Originally Posted by HatesFury
Nope. The server can be connected to any switch or router in the network. It could actually be before the router if he wanted to configure it that way (and may need to since he'll be hosting a webpage from it).
IMO optimal setup would be exactly like you have up until the router. The router would feed server, and all both switches on an individual connection. Your mehod of putting switch 1 > switch 2 > switch 3 over complicates the network and adds more hops than is necessary. You're thinking of trunking switches, which is normally only done in an IDF where you won't have a router present.
I think you misread the diagram. The third switch is not plugged into the second switch. The second and third swtich are plugged into the first. From my experience enterprise class routers only have one Ethernet port, thus hes going to either have to use a hub or a switch. He will HAVE to daisy chain the switches in some form or fashion.
So the choices are:
Plugging switch 2 into switch 1
This wont have the expense of the third switch, but you'd probably make up for it in cable costs. As well as forcing yourself to buy larger than 10 port switches (12 port min) and limiting expansion.
Plugging switch 2 and 3 into switch 1
This way you only have to run two Ethernet cables out the the clients and have the switches much closer to the clients. As well if the company ever needs to add 10 more clients, no problem, buy a new switch (switch 4) and plug it into switch 1.

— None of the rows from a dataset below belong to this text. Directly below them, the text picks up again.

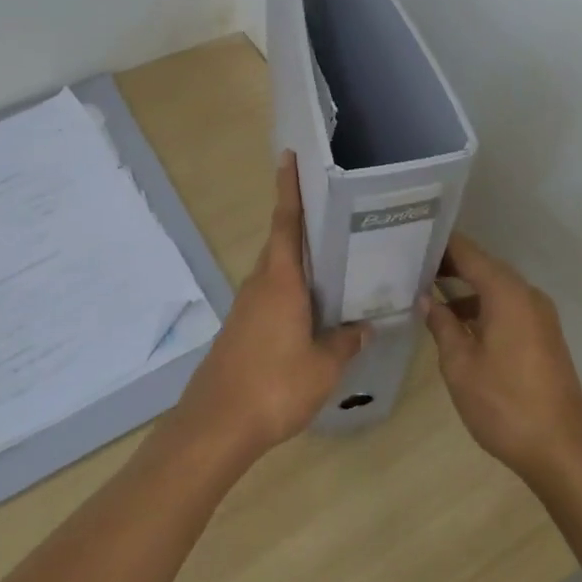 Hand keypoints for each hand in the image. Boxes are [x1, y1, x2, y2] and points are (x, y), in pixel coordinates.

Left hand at [173, 151, 365, 463]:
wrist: (217, 424)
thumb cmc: (274, 385)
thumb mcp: (323, 367)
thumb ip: (345, 342)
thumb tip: (364, 326)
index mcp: (281, 280)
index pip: (286, 222)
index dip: (289, 188)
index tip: (288, 157)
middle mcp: (260, 284)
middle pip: (281, 242)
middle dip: (301, 222)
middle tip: (333, 210)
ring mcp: (247, 307)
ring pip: (276, 270)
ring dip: (298, 260)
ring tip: (333, 260)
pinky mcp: (241, 328)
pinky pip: (271, 295)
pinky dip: (291, 289)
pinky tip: (312, 308)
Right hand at [424, 233, 581, 488]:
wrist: (563, 451)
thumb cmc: (505, 405)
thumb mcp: (460, 365)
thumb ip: (442, 325)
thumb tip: (427, 299)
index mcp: (507, 293)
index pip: (468, 252)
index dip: (439, 244)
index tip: (410, 239)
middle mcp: (527, 294)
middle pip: (483, 266)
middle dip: (449, 265)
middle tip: (410, 266)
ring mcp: (540, 315)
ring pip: (496, 288)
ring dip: (465, 288)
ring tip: (426, 293)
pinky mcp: (544, 335)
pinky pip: (508, 306)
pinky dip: (482, 306)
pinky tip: (458, 323) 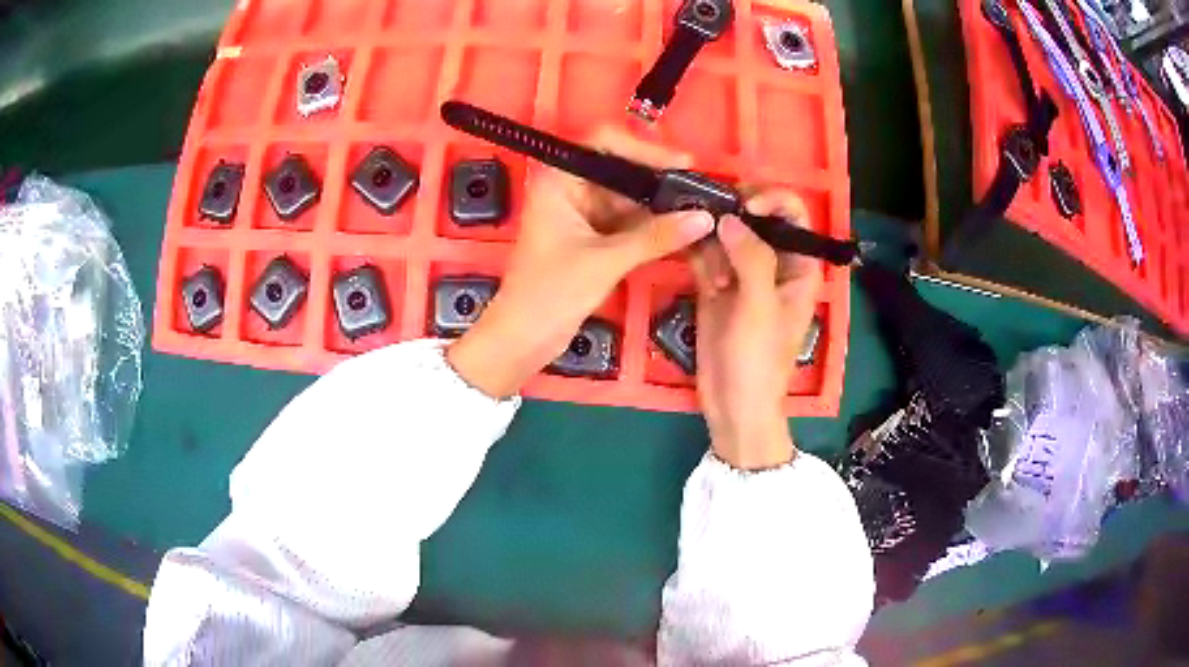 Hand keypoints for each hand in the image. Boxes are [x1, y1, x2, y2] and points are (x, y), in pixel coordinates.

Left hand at [448, 128, 715, 398]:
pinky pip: (627, 222)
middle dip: (658, 180)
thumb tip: (704, 218)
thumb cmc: (550, 293)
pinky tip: (681, 230)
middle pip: (621, 170)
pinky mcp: (591, 238)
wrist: (523, 339)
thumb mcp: (605, 261)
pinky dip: (651, 226)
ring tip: (698, 209)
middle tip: (699, 189)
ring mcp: (581, 214)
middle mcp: (569, 189)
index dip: (644, 148)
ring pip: (627, 198)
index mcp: (559, 181)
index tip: (682, 163)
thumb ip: (656, 237)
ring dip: (659, 205)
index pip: (604, 143)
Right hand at [691, 189, 822, 468]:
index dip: (772, 201)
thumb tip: (730, 218)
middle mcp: (771, 263)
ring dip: (710, 231)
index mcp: (798, 267)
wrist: (733, 404)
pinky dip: (694, 246)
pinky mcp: (715, 286)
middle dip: (733, 210)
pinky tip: (682, 243)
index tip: (745, 208)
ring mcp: (741, 273)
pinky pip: (705, 255)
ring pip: (726, 233)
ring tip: (699, 244)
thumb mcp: (760, 309)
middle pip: (755, 217)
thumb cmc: (759, 360)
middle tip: (708, 213)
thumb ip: (751, 259)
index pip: (793, 215) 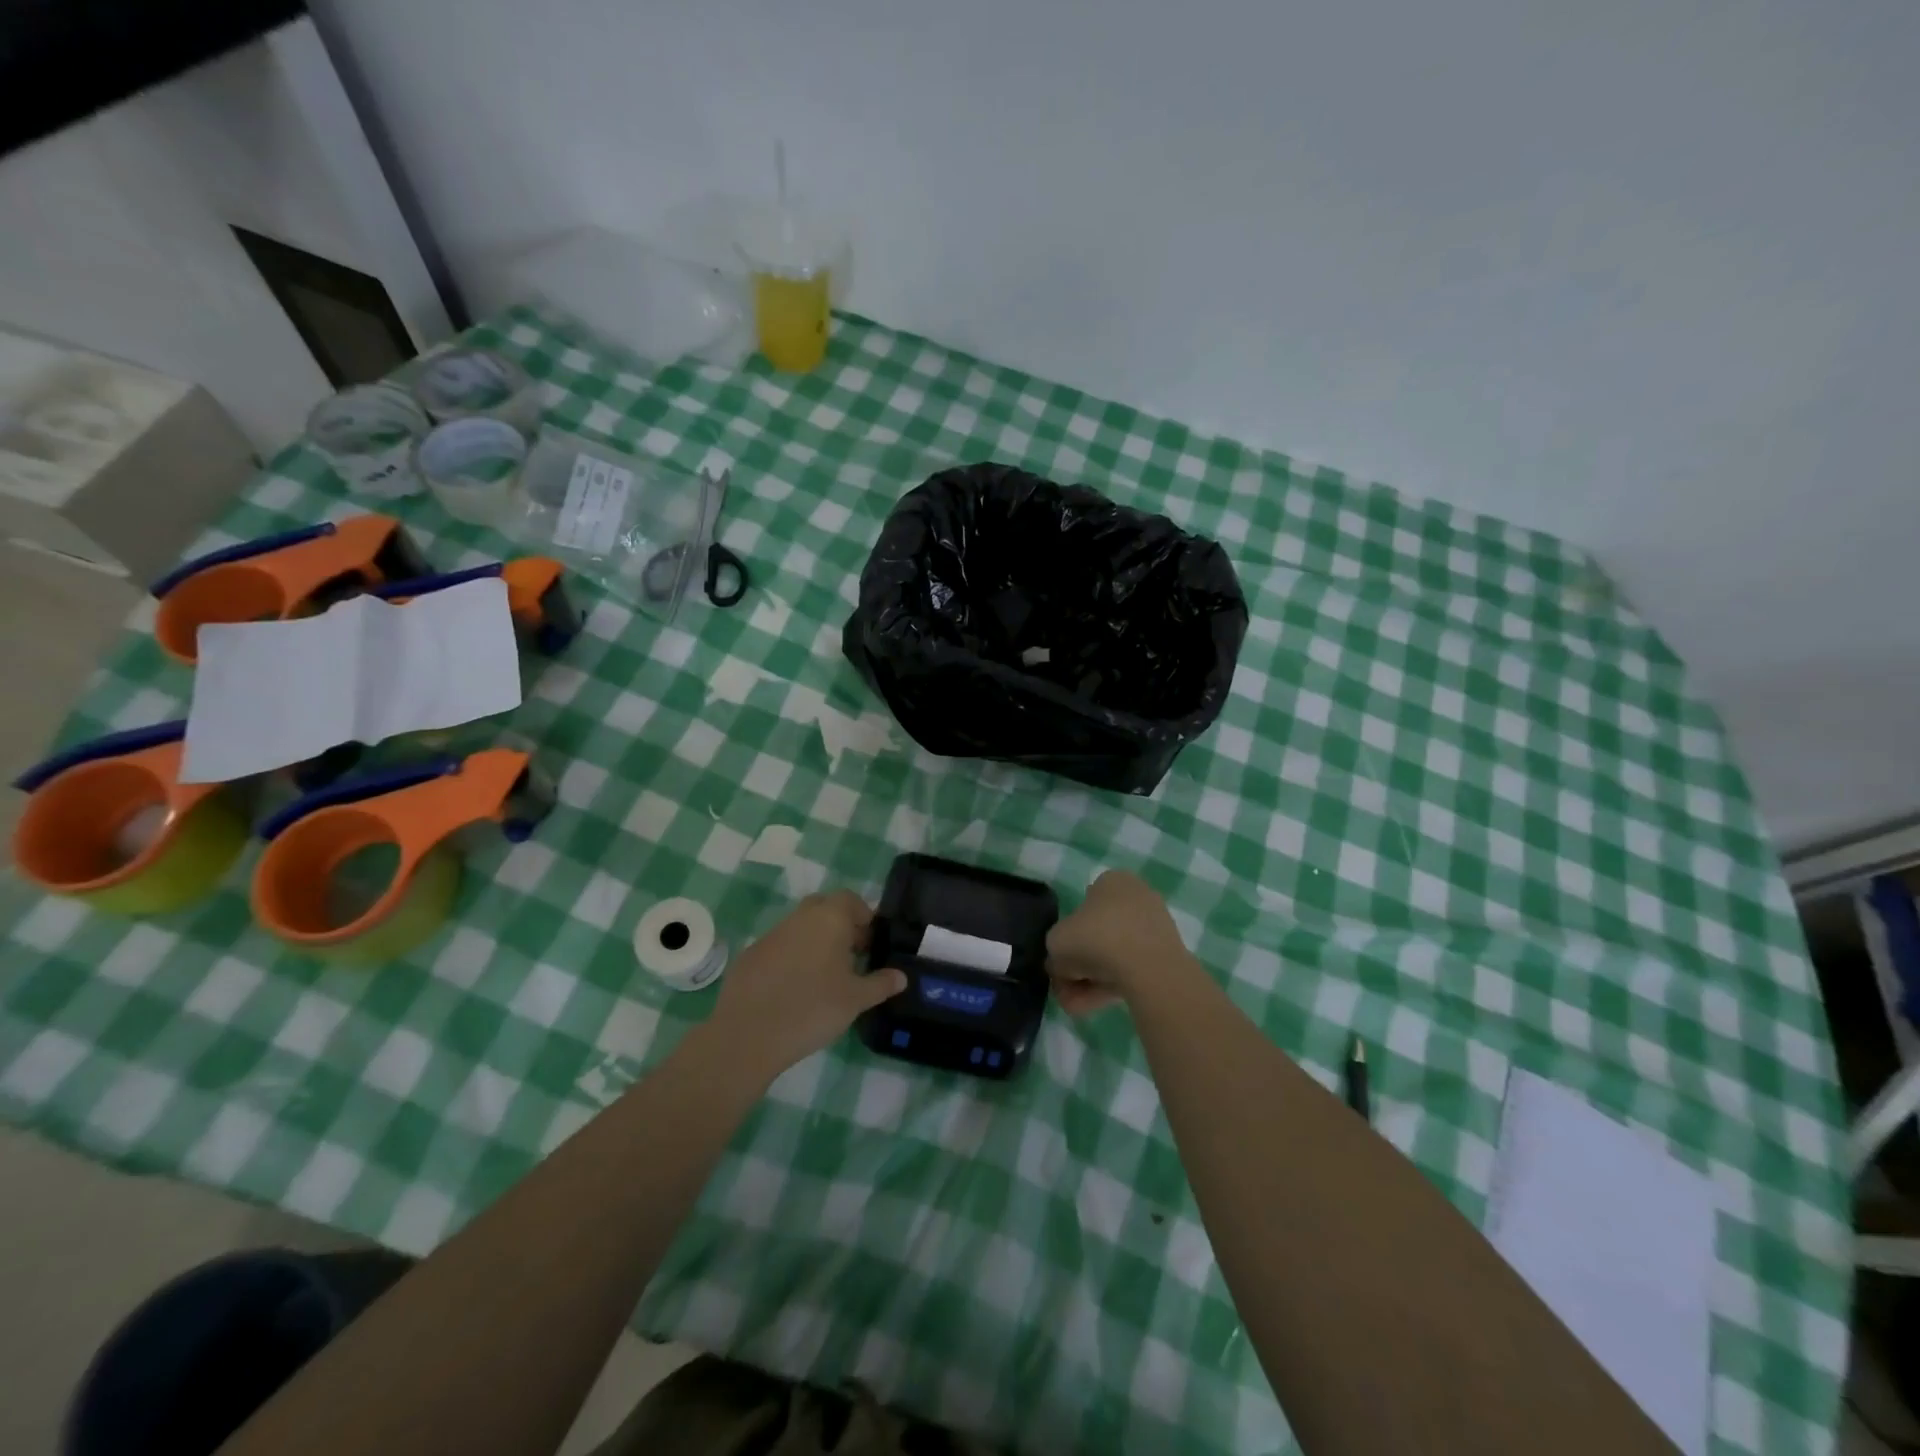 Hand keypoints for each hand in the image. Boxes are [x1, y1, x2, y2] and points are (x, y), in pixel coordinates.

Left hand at [708, 890, 906, 1077]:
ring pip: (800, 928)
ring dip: (815, 942)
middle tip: (851, 957)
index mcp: (829, 918)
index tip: (870, 944)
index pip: (851, 900)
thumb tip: (901, 976)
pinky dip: (791, 959)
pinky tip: (793, 989)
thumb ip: (881, 984)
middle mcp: (800, 917)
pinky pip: (779, 947)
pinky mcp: (750, 955)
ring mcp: (771, 934)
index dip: (864, 918)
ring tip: (824, 977)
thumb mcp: (856, 1000)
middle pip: (825, 909)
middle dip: (840, 926)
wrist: (749, 1034)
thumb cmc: (813, 1009)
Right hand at [1047, 870, 1196, 1014]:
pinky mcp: (1166, 955)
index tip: (1060, 960)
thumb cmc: (1096, 939)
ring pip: (1114, 955)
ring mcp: (1154, 927)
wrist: (1148, 968)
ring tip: (1075, 1006)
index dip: (1068, 935)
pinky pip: (1132, 969)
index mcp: (1112, 881)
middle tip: (1065, 989)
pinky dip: (1111, 986)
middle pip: (1098, 934)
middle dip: (1079, 965)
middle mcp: (1136, 897)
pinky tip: (1093, 1006)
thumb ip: (1055, 951)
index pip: (1083, 905)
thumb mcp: (1056, 942)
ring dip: (1091, 980)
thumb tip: (1061, 964) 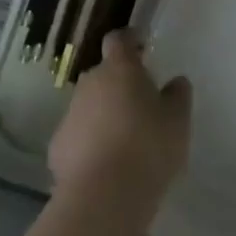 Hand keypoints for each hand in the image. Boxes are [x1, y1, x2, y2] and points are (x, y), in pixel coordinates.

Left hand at [48, 30, 190, 221]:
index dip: (129, 40)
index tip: (141, 46)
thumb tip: (176, 81)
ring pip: (90, 105)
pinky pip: (79, 134)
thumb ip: (178, 96)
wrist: (104, 195)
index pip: (119, 40)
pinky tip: (106, 165)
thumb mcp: (178, 121)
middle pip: (104, 74)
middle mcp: (90, 84)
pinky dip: (90, 142)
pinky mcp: (58, 145)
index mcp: (120, 70)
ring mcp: (70, 114)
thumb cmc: (148, 148)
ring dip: (104, 114)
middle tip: (141, 105)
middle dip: (119, 84)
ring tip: (125, 141) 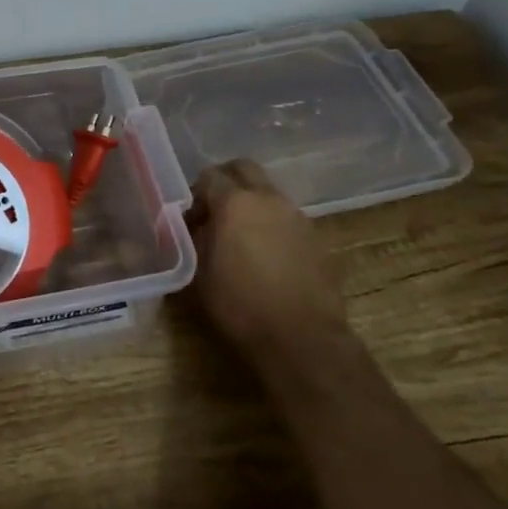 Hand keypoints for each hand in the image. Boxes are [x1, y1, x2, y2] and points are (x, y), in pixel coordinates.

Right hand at [189, 159, 348, 363]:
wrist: (302, 340)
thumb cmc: (240, 306)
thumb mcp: (199, 273)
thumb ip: (194, 239)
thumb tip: (193, 227)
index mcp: (235, 202)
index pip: (209, 176)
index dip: (196, 195)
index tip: (190, 220)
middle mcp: (268, 199)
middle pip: (244, 169)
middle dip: (226, 181)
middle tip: (215, 211)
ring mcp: (297, 216)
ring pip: (269, 192)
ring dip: (252, 204)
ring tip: (242, 237)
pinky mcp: (317, 238)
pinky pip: (288, 218)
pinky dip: (273, 225)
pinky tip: (267, 256) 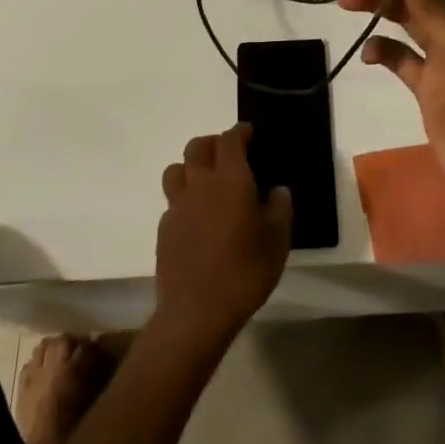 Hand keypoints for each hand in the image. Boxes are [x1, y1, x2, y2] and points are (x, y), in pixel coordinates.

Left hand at [153, 123, 291, 352]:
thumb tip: (277, 190)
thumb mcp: (278, 240)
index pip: (230, 140)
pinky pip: (172, 200)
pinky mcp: (164, 228)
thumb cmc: (245, 271)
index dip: (240, 132)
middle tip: (228, 154)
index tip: (249, 133)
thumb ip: (280, 208)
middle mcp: (200, 184)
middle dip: (213, 143)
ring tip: (206, 181)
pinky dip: (184, 198)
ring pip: (177, 169)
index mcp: (231, 179)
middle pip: (198, 147)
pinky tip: (196, 217)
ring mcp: (178, 205)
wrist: (196, 312)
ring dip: (191, 167) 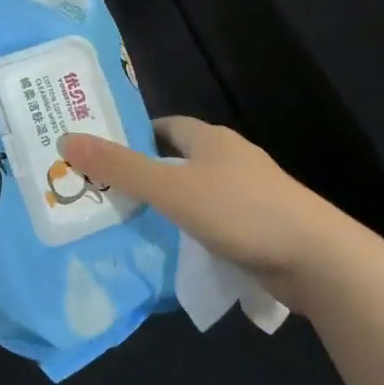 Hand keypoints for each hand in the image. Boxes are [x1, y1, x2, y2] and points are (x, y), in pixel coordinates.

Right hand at [58, 117, 350, 306]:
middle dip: (145, 173)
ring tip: (129, 223)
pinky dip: (190, 229)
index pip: (164, 126)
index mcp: (211, 139)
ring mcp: (249, 194)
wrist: (316, 258)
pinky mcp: (259, 226)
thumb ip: (120, 168)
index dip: (133, 136)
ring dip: (167, 204)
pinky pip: (212, 220)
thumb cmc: (240, 211)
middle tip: (105, 193)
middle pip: (178, 159)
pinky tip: (172, 248)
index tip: (102, 154)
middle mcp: (230, 159)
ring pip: (195, 192)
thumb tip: (67, 139)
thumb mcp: (172, 188)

Oh and by the way the server being plugged into switch 1 was merely for simplicity sake, it could be run on any of the switches. However, servers are generally located near network equipment making it a logical choice to have it closer to the router, firewall, thus the first switch. However, it will probably need to run behind the router for the RDP and other network services to run optimally. Running it as a web server will be of no problem behind the router, simply forward port 80 to the server. I run both my web servers this way.